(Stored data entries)
**********

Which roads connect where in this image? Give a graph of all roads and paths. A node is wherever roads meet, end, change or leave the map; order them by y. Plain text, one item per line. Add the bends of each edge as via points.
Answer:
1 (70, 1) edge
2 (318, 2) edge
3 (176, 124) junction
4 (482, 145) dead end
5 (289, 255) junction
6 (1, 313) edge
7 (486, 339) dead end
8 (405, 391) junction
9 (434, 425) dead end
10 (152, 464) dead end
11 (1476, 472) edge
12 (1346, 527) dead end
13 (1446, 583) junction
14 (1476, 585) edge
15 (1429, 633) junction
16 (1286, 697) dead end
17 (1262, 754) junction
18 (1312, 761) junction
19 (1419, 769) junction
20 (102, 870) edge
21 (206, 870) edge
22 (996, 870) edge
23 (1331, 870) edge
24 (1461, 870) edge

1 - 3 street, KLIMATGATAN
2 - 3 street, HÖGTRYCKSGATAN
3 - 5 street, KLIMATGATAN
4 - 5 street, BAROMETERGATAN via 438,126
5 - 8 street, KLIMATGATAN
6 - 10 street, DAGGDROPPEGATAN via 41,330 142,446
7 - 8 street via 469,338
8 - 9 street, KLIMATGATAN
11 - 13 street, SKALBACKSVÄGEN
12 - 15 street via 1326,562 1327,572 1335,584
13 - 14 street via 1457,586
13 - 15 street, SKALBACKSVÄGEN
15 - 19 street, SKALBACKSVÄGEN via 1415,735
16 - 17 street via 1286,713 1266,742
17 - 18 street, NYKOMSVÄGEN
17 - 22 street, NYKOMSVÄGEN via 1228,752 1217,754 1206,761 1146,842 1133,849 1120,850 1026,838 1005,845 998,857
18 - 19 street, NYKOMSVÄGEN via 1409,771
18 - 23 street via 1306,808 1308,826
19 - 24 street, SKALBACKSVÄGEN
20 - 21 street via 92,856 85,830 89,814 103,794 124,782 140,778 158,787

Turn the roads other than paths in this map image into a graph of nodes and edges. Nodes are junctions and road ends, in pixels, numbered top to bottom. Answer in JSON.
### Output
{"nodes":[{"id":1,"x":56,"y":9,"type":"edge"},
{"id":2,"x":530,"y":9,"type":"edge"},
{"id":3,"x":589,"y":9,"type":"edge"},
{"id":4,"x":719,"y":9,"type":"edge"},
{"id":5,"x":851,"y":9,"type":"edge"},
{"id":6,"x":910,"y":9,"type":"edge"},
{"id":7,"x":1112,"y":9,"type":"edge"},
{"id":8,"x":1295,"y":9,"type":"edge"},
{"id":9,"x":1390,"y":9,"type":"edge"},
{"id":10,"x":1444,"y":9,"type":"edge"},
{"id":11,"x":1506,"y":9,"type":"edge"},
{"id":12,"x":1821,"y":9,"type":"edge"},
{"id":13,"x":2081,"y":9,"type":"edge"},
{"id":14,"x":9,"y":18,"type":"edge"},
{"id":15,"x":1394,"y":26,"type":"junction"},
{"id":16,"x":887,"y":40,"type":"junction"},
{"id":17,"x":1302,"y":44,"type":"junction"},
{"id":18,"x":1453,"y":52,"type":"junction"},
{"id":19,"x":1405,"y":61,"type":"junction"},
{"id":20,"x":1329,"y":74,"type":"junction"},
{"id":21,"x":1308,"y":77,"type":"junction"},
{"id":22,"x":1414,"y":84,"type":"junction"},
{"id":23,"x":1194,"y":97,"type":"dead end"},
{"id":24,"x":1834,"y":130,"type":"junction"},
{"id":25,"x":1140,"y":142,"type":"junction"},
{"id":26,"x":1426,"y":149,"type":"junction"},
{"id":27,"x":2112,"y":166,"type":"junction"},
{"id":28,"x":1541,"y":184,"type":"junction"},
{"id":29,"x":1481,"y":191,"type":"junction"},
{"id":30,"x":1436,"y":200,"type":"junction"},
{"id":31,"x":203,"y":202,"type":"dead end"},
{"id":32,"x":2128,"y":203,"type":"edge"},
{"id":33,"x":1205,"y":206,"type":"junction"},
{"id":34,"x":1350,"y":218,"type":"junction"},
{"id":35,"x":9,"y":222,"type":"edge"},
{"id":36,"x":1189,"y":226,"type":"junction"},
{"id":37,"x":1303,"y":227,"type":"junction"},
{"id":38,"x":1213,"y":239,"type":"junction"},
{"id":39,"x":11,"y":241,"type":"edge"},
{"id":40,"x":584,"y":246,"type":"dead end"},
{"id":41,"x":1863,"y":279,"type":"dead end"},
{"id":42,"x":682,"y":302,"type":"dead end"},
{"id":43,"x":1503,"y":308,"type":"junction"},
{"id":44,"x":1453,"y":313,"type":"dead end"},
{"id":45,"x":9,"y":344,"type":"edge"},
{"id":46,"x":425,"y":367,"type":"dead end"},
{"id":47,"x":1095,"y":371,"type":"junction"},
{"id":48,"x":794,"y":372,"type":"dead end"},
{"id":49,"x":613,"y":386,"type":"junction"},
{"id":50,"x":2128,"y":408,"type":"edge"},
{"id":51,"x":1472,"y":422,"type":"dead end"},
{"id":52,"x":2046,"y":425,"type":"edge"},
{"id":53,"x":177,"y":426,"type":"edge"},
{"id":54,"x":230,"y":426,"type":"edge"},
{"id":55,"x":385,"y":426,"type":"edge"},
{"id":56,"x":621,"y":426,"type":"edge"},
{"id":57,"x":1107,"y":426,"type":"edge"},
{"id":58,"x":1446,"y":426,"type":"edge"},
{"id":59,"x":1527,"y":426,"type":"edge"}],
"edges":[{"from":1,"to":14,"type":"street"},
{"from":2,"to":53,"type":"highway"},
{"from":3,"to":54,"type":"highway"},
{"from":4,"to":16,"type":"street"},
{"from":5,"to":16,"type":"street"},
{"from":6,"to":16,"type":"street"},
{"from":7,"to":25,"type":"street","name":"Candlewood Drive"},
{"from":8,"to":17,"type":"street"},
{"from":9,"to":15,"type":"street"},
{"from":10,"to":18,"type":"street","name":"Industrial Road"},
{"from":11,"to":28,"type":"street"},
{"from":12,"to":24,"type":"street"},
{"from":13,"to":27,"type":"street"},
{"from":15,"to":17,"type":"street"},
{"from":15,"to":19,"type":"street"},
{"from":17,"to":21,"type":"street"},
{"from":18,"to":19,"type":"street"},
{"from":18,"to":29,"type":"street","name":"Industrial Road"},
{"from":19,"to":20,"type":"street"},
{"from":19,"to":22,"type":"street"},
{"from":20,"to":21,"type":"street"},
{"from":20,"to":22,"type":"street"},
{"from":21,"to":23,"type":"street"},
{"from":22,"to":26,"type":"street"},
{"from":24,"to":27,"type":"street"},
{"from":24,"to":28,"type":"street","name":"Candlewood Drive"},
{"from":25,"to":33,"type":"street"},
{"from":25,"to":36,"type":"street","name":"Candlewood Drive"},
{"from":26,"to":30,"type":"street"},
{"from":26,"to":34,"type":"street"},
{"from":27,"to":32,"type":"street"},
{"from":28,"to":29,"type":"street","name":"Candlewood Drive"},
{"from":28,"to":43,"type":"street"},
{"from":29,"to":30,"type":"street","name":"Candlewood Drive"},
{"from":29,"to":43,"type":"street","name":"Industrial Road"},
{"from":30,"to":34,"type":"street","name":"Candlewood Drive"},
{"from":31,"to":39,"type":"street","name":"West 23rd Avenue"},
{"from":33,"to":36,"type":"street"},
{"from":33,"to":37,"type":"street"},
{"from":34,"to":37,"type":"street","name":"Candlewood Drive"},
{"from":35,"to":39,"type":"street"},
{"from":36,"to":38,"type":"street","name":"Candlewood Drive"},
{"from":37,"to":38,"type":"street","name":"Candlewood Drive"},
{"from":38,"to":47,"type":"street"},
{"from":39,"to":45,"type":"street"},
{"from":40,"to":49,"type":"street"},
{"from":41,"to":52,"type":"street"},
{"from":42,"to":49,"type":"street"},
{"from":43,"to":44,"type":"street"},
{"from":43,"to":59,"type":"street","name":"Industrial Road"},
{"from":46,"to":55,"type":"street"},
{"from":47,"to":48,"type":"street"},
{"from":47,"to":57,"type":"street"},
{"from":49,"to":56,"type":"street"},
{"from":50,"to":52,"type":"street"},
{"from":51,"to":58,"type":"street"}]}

**********

About this task: Where a line above contains the string "paths", copy that line.

Exercise response:
Which roads connect where in this image? Give a graph of all roads and paths. A node is wherever roads meet, end, change or leave the map; order them by y. Plain text, one item per line. Add the bends of each edge as via points.
Turn the roads other than paths in this map image into a graph of nodes and edges. Nodes are junctions and road ends, in pixels, numbered top to bottom. Answer in JSON.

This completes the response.